The group conducted an aerial survey showing that most of the new sites were between 700 and 2000 meters (yards) from existing settlements.
A study published by the human rights organization B'Tselem in May said settlers control nearly 42 percent of the occupied West Bank through a strategic placement of communities and buffer zones.
The study was based on unpublished documents collected from Israeli municipal officials since September 2001.
Sharon has consistently ruled out negotiating on settlements with the Palestinians, despite objections from the Labour party, his main partner in Israel's unity government.
Some 200,000 settlers live in nearly 150 settlements across the West Bank and Gaza.
A freeze to settlement building was highlighted by the May 2001 Mitchell Committee report as one of the main confidence-building measures needed to revive political negotiations between Israelis and Palestinians.
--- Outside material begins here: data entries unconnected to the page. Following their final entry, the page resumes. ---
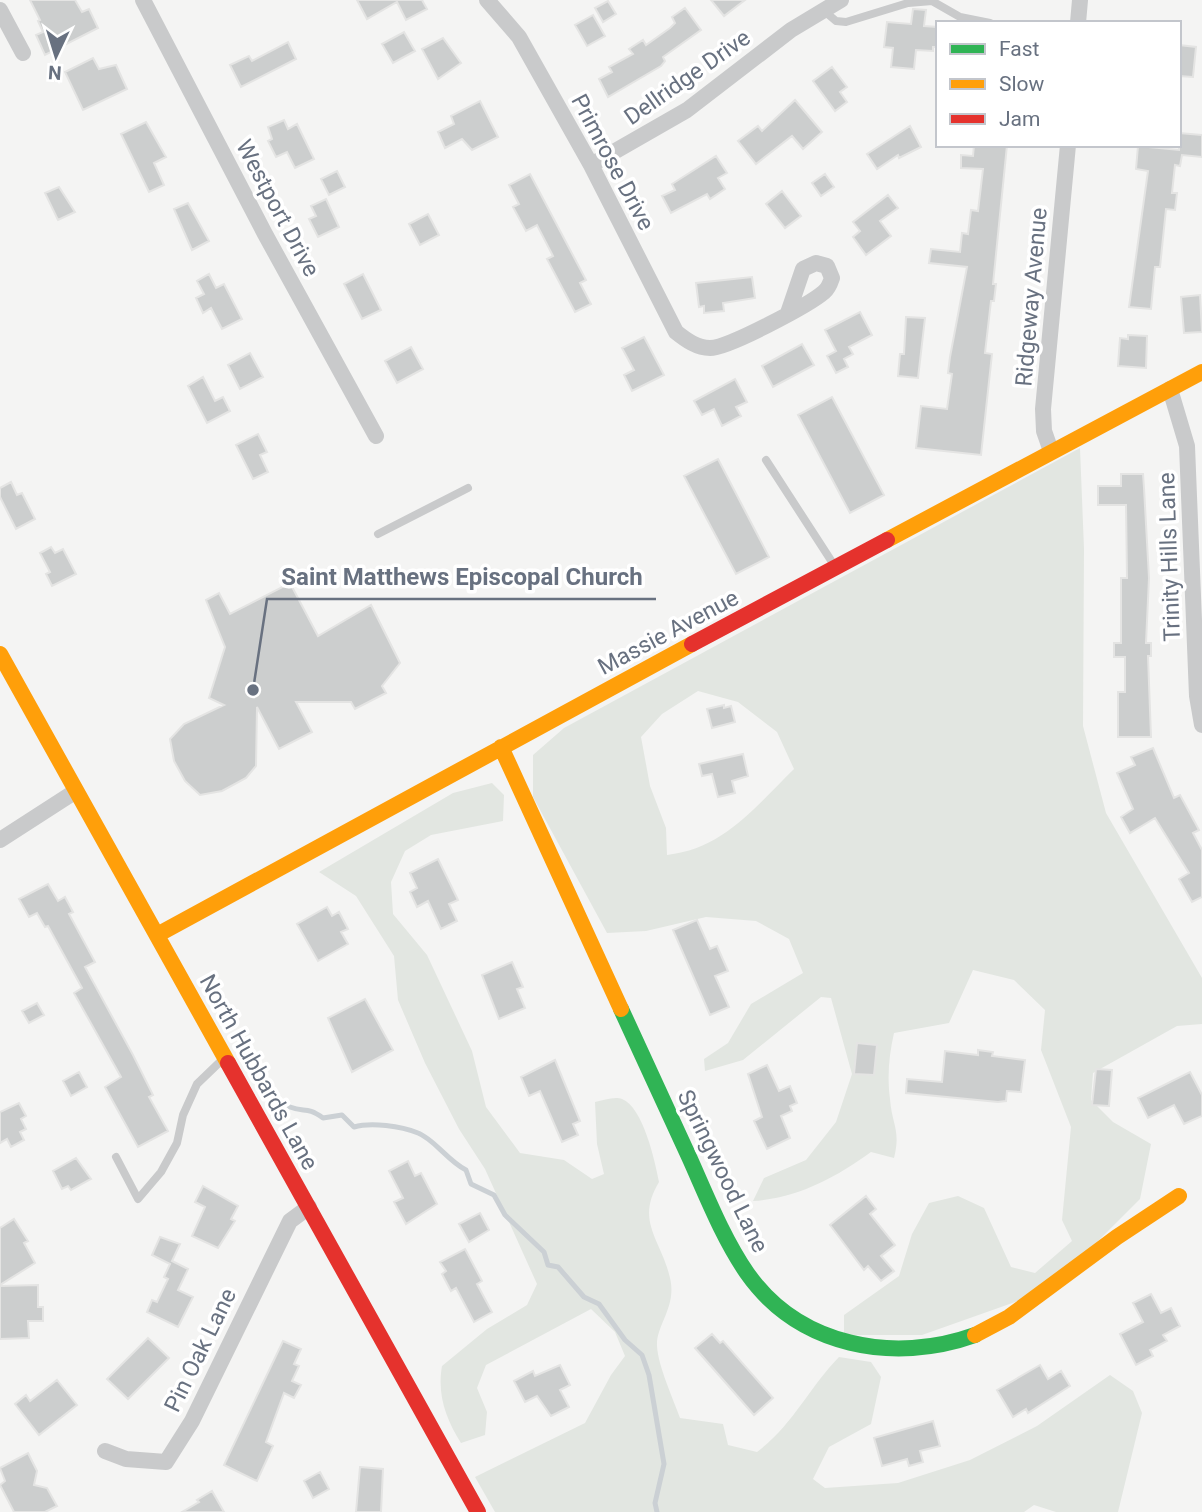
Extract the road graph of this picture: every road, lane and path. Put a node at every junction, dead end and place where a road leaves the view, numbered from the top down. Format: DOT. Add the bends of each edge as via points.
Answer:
graph roads {
  1 [pos="143,0"];
  2 [pos="487,0"];
  3 [pos="841,0"];
  4 [pos="1080,0"];
  5 [pos="823,9"];
  6 [pos="0,10"];
  7 [pos="980,21"];
  8 [pos="1078,21"];
  9 [pos="23,53"];
  10 [pos="1068,147"];
  11 [pos="591,165"];
  12 [pos="788,313"];
  13 [pos="1202,372"];
  14 [pos="1170,389"];
  15 [pos="376,436"];
  16 [pos="1051,452"];
  17 [pos="766,460"];
  18 [pos="468,488"];
  19 [pos="378,534"];
  20 [pos="836,567"];
  21 [pos="0,654"];
  22 [pos="1202,725"];
  23 [pos="501,747"];
  24 [pos="76,791"];
  25 [pos="0,840"];
  26 [pos="157,935"];
  27 [pos="225,1057"];
  28 [pos="116,1157"];
  29 [pos="1179,1196"];
  30 [pos="309,1207"];
  31 [pos="105,1451"];
  32 [pos="476,1511"];
  1 -- 15 [label="street, Westport Drive"];
  2 -- 11 [label="street, Primrose Drive" via="519,37"];
  3 -- 5 [label="street, Dellridge Drive"];
  4 -- 8 [label="street"];
  5 -- 7 [label="lane" via="836,21 846,22 908,3 932,1 960,17"];
  5 -- 11 [label="street, Dellridge Drive" via="687,110"];
  6 -- 9 [label="street"];
  10 -- 16 [label="street, Ridgeway Avenue" via="1043,410"];
  11 -- 12 [label="street, Primrose Drive" via="676,332 695,344 718,347"];
  13 -- 14 [label="street, Massie Avenue"];
  14 -- 16 [label="street, Massie Avenue"];
  14 -- 22 [label="street, Trinity Hills Lane" via="1187,446"];
  16 -- 20 [label="street, Massie Avenue"];
  17 -- 20 [label="lane"];
  18 -- 19 [label="lane"];
  20 -- 23 [label="street, Massie Avenue"];
  21 -- 24 [label="street, North Hubbards Lane"];
  23 -- 26 [label="street, Massie Avenue"];
  23 -- 29 [label="street, Springwood Lane" via="724,1234 755,1283 795,1320 836,1340 863,1346 911,1349 963,1339 1008,1318 1138,1220"];
  24 -- 25 [label="street"];
  24 -- 26 [label="street, North Hubbards Lane"];
  26 -- 27 [label="street, North Hubbards Lane"];
  27 -- 28 [label="lane" via="197,1084 177,1143 138,1199"];
  27 -- 30 [label="street, North Hubbards Lane"];
  30 -- 31 [label="street, Pin Oak Lane" via="290,1221 192,1421 166,1462 126,1459"];
  30 -- 32 [label="street, North Hubbards Lane"];
}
Second Genesis - Some are impressed, some scandalized that four political aides concocted the sweeping "homeland security" reorganization in ten days. Get Donkey is scandalized because he says that's not the way it happened at all. The link is to just one of a series of GD items identifying the reorg as the Hart-Rudman Commission report with the serial number filed off. Scroll up and down for the others.
Further Reading - RGB* Greg Pearson sends this link to a Stimson Center report, "Ataxia: The Chemical and Biological Terrorism Threat and the US Response," by Amy Smithson. I've only begun reading it, but it's fascinating. Too soon to tell if she concludes that this site is all wet in its comparatively optimistic view of so-called WMDs. If that turns out to be the case, well, whoever said the life of the mindTM was without risk? I can always denounce her on the basis of her appearance, if necessary. Once I find out what she looks like.
*"RGB" - Official Unqualified Offerings abbreviation for "Reader and Gaming Buddy."
80s Revival Watch - "Nerve gas found at Uzbek base" according to the Associated Press. No one has been injured and there's no evidence that the base has suffered a recent attack. Rather,
The base at Karshi Khanabad is being used as a staging area for the US war in Afghanistan now, and was likely used for the same purpose by the USSR in the old days. In those same old days, one of the big controversies was whether the Soviets were using chemical weapons in Afghanistan. The Uzbek find would be at least circumstantial evidence that they did.The traces are suspected to have come from chemical weapons once stored by the Soviet Union at the base, King said. The contamination was thought to be “left over from a much earlier time,” he said. Uzbekistan became independent when the Soviet Union collapsed in 1991.
Fun Fact: If you Google 'Afghanistan USSR "chemical weapons" ' the second result is the site of a UFO "researcher" with a radio show. He has a biowarfare page that references "Ken Alibek, a former deputy director of the top secret Soviet-era biowarfare program, who defected to the West." "Ken Alibek" would seem to also be Kanatjan Alibekov, referenced in "Weapons of Some Destruction" below. Small world. Or, if you're a UFO researcher, cosmos.